Starting point is 01:07:25 We've got Privacy Badger and we've got CertBot, which is part of Let's Encrypt. So we've given away a million certificates this year. That number is probably now 2 million or more. We gave away a million certificates in like the first 90 days of CertBot running. And all of those have open bugs against them and they could all use your contributions.
Starting point is 01:07:44 Joining EFF and giving EFF money actually does something. And, you know, again, I know this sounds very self-interested. I'll point out that at the very least, EFF doesn't give me any money. I get my money from MIT for being activist and residents of the Media Lab. So it's not like I pay my rent if you give EFF money. But EFF is an amazing organization and that's a thing you can do right now. Even just joining EFF mailing lists. I know that it feels useless to send a petition to your, uh, Congressman or whatever. Uh, and there've been lots of times when it was useless, but you know, the way that we killed SOPA was by 8 million people putting, putting
Starting point is 01:08:19 phone calls through to Congress in 72 hours. And the reason we were able to do that is because there were so many people who joined these mailing lists and we were able to coordinate them in a big consolidated effort that did something that politically no one thought was possible. And that still the reverberations from are being felt in DC. So joining those mailing lists. If you are a security researcher and you want to join my petition to the W3C to protect security researchers in DRM, send me an email. My email is C-O-R-Y, Corey at EFF.org, Electronic Frontier Foundation. Corey at EFF.org. I need to know what institutional affiliation you'd like listed, if any, and also what country you're in. We're trying to give them a sense of how diverse this is. So send me that, core80ff.org, your name,
Starting point is 01:09:10 your institutional affiliation, your country, if you're a security researcher. If you work for a W3C member company, you really can make a difference by going to your boss and saying, there's this thing brewing at the W3C that has the potential to make free and open source software off limits for large parts of the web. We need to do something about it. And we can. There's this EFF initiative coming up. Can we ask our rep to contact Corey, Corey at EFF.org? And I'd be happy to take it from there.
Starting point is 01:09:38 So those are all things that you can do. I wish that there was more. I wish that there was like something like Wikipedia where it's like, just go find an entry that you're interested in. If anything seems wrong, fix it. We haven't gotten there yet, but we're going to get there. We are finding new, what Tim O'Reilly calls the new architectures of participation for this all the time. And we're trying to work them out. You know, when we have this tool up for reporting, uh, DRM to the FTC and, and your congressman and so on, we're going to, um to need people to contact their friends and go tell them about it. And then there's one last thing that everybody can do.

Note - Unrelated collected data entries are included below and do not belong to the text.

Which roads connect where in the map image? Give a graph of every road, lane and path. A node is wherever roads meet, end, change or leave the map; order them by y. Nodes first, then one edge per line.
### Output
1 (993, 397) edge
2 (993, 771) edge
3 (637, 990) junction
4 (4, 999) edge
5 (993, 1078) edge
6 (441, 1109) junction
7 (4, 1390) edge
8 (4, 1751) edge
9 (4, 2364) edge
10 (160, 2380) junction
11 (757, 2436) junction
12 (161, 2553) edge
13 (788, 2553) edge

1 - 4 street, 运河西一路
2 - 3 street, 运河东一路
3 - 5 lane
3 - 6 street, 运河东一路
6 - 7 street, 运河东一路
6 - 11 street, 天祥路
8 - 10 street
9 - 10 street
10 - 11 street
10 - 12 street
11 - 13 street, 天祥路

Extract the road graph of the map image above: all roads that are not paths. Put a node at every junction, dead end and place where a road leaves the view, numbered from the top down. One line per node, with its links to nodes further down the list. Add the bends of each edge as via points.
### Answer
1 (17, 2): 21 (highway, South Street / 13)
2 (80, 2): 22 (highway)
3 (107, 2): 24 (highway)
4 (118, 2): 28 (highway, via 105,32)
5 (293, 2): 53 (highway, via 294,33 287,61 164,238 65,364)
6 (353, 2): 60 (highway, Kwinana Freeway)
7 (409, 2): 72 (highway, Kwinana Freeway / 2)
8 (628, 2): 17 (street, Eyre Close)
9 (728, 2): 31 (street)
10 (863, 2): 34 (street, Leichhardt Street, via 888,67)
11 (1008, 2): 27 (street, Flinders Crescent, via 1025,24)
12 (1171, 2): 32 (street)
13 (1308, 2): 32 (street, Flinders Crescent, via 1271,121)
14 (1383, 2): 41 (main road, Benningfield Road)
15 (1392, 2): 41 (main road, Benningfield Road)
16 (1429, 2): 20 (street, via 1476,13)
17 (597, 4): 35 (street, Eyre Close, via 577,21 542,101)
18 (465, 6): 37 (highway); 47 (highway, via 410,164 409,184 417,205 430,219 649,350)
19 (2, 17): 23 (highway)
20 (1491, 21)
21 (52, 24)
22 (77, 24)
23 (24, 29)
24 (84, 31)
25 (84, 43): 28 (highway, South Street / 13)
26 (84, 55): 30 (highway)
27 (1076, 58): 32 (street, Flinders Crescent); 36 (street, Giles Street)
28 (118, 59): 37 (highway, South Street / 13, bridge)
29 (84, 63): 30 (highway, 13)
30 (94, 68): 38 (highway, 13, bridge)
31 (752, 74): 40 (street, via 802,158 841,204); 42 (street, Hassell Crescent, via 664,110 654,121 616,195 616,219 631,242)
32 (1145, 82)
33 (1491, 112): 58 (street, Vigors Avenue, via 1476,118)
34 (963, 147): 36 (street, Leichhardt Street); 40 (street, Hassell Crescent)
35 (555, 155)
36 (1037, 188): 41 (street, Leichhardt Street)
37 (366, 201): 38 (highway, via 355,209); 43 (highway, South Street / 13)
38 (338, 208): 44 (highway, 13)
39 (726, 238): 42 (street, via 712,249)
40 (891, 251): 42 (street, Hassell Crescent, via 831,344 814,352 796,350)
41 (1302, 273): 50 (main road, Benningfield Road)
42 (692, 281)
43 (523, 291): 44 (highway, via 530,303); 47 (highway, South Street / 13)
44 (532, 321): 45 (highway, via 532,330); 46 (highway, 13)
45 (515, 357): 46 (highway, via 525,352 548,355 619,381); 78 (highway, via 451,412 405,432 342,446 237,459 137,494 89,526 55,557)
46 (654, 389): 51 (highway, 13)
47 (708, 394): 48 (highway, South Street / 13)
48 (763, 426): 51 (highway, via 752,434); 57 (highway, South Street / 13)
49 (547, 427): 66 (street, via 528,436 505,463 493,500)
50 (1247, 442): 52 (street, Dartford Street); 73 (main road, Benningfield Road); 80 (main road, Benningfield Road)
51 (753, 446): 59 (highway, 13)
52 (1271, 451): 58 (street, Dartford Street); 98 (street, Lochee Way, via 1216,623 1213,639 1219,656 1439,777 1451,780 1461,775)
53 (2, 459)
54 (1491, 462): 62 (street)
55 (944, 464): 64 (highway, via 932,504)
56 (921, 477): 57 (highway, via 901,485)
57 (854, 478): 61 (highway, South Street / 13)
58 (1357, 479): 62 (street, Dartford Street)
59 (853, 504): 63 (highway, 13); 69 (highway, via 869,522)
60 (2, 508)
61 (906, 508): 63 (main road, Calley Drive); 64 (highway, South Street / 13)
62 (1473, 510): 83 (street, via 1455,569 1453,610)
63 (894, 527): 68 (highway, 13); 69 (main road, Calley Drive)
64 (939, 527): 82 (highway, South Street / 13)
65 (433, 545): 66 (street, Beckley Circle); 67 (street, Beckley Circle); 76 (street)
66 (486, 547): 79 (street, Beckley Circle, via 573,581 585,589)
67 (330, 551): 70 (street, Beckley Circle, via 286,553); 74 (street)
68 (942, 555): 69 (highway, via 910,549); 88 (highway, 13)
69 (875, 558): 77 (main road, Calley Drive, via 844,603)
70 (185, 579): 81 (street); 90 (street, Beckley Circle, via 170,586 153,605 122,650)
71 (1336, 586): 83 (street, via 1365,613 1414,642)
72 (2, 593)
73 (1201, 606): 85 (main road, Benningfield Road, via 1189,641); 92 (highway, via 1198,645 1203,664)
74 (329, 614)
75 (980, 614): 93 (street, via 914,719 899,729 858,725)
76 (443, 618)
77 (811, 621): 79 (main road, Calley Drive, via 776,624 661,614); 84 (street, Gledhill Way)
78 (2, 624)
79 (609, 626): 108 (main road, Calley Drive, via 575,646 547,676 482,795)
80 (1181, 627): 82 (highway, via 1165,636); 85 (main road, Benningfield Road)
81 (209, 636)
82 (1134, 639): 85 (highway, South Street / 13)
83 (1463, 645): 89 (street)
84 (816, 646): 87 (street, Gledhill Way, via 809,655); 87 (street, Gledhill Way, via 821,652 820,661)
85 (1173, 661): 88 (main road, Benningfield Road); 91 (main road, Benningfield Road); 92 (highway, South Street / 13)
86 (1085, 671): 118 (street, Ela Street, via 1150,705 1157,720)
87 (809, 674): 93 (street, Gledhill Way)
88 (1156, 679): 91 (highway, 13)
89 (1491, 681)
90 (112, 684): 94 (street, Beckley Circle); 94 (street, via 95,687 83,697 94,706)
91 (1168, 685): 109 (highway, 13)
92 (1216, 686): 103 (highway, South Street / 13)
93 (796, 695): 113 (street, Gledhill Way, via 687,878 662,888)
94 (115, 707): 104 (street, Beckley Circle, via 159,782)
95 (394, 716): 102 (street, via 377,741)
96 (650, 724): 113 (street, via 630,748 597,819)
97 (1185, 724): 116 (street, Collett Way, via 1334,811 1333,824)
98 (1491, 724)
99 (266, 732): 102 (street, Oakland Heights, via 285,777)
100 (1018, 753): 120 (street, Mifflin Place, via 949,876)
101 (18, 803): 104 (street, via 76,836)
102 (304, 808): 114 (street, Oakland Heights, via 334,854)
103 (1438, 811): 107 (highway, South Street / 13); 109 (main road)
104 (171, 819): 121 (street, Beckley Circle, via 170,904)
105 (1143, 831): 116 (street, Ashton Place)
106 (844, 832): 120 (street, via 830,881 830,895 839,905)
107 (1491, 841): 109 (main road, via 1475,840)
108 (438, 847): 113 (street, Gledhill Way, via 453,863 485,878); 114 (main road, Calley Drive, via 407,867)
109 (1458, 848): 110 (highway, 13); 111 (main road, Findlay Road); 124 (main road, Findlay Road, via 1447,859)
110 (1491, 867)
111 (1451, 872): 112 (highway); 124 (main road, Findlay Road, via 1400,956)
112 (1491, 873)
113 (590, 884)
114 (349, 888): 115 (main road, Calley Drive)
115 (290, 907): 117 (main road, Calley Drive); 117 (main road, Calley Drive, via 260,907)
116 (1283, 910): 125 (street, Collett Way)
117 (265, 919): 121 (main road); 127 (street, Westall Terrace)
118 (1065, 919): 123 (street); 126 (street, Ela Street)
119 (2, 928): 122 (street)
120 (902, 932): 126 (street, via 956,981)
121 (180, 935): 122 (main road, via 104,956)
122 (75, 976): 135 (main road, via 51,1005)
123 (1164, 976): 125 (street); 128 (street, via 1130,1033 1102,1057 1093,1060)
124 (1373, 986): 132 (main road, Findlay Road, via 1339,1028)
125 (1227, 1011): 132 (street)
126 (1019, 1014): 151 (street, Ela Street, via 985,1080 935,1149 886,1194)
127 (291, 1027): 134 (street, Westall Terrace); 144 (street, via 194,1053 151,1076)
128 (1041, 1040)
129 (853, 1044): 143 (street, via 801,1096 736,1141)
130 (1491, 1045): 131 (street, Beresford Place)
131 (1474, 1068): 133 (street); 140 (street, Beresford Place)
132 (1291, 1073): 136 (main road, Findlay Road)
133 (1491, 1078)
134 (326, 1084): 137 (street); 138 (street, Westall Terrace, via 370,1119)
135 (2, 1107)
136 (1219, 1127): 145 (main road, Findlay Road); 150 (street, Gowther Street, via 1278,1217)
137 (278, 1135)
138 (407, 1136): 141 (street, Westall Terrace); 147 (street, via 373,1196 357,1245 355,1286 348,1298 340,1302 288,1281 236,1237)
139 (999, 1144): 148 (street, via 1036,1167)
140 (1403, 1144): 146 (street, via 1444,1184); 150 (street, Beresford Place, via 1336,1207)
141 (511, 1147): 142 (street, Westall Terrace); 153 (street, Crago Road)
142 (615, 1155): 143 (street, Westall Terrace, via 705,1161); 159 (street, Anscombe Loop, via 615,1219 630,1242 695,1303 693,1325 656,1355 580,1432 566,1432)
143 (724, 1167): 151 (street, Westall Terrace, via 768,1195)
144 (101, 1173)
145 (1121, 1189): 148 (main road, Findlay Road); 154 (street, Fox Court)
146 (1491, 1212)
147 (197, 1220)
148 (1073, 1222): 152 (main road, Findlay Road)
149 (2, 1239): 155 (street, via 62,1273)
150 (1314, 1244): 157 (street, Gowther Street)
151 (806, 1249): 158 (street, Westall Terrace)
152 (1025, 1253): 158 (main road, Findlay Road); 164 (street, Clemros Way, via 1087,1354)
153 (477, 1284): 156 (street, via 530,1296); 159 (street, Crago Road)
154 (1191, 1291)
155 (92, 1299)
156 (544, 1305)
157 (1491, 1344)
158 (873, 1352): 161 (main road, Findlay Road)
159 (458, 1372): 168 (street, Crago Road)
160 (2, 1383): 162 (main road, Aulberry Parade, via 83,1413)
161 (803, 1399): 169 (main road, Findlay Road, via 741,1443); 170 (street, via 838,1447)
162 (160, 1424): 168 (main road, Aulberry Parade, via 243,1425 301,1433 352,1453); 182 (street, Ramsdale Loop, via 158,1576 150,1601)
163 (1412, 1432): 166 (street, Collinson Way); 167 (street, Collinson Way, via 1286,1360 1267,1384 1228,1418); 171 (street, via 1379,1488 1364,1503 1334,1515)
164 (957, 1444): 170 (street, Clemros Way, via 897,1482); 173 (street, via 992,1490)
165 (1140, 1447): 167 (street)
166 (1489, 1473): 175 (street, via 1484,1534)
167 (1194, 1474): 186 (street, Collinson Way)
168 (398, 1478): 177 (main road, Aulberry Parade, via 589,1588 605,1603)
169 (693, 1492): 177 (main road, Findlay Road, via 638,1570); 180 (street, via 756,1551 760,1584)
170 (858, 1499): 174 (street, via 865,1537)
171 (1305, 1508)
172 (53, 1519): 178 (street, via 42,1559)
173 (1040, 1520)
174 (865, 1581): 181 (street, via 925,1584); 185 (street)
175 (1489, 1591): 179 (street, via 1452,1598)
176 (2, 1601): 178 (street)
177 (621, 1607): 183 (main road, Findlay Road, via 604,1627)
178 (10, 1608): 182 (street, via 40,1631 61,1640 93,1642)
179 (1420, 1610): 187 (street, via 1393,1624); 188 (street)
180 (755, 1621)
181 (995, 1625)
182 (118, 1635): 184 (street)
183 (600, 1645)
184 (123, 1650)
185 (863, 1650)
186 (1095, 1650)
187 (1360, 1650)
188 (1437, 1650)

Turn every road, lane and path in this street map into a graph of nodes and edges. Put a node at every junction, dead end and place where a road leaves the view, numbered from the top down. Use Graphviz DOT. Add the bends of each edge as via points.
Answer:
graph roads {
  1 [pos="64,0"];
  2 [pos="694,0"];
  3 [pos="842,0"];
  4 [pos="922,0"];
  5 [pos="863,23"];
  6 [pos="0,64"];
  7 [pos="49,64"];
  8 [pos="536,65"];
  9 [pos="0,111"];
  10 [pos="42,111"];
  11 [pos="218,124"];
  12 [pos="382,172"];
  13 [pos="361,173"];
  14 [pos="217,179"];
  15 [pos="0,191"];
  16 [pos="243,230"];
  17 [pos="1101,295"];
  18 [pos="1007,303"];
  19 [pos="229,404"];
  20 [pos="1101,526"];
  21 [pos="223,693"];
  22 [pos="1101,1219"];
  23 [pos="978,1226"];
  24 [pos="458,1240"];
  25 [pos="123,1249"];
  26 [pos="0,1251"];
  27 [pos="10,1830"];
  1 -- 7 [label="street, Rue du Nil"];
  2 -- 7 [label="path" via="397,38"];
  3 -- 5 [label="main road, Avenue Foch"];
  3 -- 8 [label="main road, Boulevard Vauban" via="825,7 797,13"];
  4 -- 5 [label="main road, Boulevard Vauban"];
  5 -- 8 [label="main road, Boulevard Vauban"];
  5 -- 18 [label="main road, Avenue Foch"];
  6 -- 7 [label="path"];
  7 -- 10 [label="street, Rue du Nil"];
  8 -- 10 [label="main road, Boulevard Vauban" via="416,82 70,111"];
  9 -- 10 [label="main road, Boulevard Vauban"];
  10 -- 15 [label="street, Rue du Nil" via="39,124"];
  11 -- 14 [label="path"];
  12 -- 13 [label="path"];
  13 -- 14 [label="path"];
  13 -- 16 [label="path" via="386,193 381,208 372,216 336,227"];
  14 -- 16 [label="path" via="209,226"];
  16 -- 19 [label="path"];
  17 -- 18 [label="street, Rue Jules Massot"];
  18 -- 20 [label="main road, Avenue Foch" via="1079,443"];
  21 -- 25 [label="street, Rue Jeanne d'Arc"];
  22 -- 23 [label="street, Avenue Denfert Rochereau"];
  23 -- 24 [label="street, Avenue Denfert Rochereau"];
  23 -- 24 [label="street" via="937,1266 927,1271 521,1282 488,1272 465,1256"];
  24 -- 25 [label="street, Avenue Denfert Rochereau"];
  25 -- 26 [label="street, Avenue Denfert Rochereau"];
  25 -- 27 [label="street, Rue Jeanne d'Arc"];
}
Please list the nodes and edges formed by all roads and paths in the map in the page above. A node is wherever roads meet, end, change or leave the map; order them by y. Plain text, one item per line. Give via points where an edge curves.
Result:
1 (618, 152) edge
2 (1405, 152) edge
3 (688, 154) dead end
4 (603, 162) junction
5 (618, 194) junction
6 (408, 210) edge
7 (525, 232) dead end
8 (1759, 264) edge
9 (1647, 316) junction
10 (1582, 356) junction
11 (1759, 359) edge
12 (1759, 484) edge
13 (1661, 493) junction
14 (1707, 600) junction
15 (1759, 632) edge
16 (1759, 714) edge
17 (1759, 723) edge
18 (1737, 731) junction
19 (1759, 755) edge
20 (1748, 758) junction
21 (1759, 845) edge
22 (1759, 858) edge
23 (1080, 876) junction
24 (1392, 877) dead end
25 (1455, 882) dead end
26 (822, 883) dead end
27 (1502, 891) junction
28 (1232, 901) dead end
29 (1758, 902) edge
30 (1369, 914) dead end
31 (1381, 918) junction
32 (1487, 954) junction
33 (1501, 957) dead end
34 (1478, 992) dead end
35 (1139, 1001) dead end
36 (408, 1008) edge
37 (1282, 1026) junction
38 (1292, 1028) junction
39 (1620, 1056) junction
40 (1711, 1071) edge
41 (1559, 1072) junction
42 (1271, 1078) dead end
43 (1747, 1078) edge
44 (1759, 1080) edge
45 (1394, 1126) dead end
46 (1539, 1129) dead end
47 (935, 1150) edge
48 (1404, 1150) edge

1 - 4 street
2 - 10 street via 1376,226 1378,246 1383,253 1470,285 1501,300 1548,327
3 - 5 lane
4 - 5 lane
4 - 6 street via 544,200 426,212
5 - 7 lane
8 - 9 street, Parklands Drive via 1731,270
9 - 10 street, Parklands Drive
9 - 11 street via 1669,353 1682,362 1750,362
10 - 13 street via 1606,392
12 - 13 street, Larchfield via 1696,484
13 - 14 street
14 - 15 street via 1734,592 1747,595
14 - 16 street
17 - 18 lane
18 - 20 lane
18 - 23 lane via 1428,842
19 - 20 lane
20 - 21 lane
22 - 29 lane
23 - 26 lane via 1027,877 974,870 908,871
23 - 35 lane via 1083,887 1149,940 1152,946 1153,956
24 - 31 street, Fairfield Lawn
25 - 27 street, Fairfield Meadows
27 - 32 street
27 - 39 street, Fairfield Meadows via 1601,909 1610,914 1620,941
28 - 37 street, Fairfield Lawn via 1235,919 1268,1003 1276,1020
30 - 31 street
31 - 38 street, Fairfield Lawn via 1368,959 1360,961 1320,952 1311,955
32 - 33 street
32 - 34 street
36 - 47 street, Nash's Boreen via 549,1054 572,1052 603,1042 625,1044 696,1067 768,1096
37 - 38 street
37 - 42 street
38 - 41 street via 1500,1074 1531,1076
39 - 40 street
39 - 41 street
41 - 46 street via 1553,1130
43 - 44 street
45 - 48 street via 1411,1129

Starting point is 01:10:13 And it's to explain this stuff to other nerds. Because like you said, there are lots and lots of people who are really deep technologically savvy nerds who this stuff just doesn't really cross their radar in any meaningful way. They work with technology all day, but they and they would get it faster than anyone else who could possibly explain it to. Right. There's tens of thousands of EFF users. There's millions of hacker newsreaders. And so if you were to go, if you and everyone listening to this were to go and explain this to two nerds that they know, people who are not technologically naive, people who are savvy, who do this all day long and say, sit down, I need to explain this to you.
Starting point is 01:10:57 We need to build a future with these two principles. Computers should obey their owners. You should always be able to tell people about defects in the products that they rely on. We're going to build that future with EFF. Here's the podcast to listen to or a video of a speech or EFF's homepage. And then go back to them in a week and say, like, that conversation we had last week, I want to follow up with you and see if you did it and whether you'll go tell two other people. Now, that's like that is a big ask.
Starting point is 01:11:29 Going and talking to two people is a huge ask, but if you want something that every technologically savvy person can do to make a difference, if we could go from tens of thousands to hundreds of thousands of people who are involved in every one of these campaigns, that could be the critical mass that takes us to a better future. And so that's my other final big ask. Two people, one week follow-up, ask them to contact two people. That's a nice list, if I do say so myself. Very well played. That's a good social proof thing, too, because everybody knows at least two people, at least most people.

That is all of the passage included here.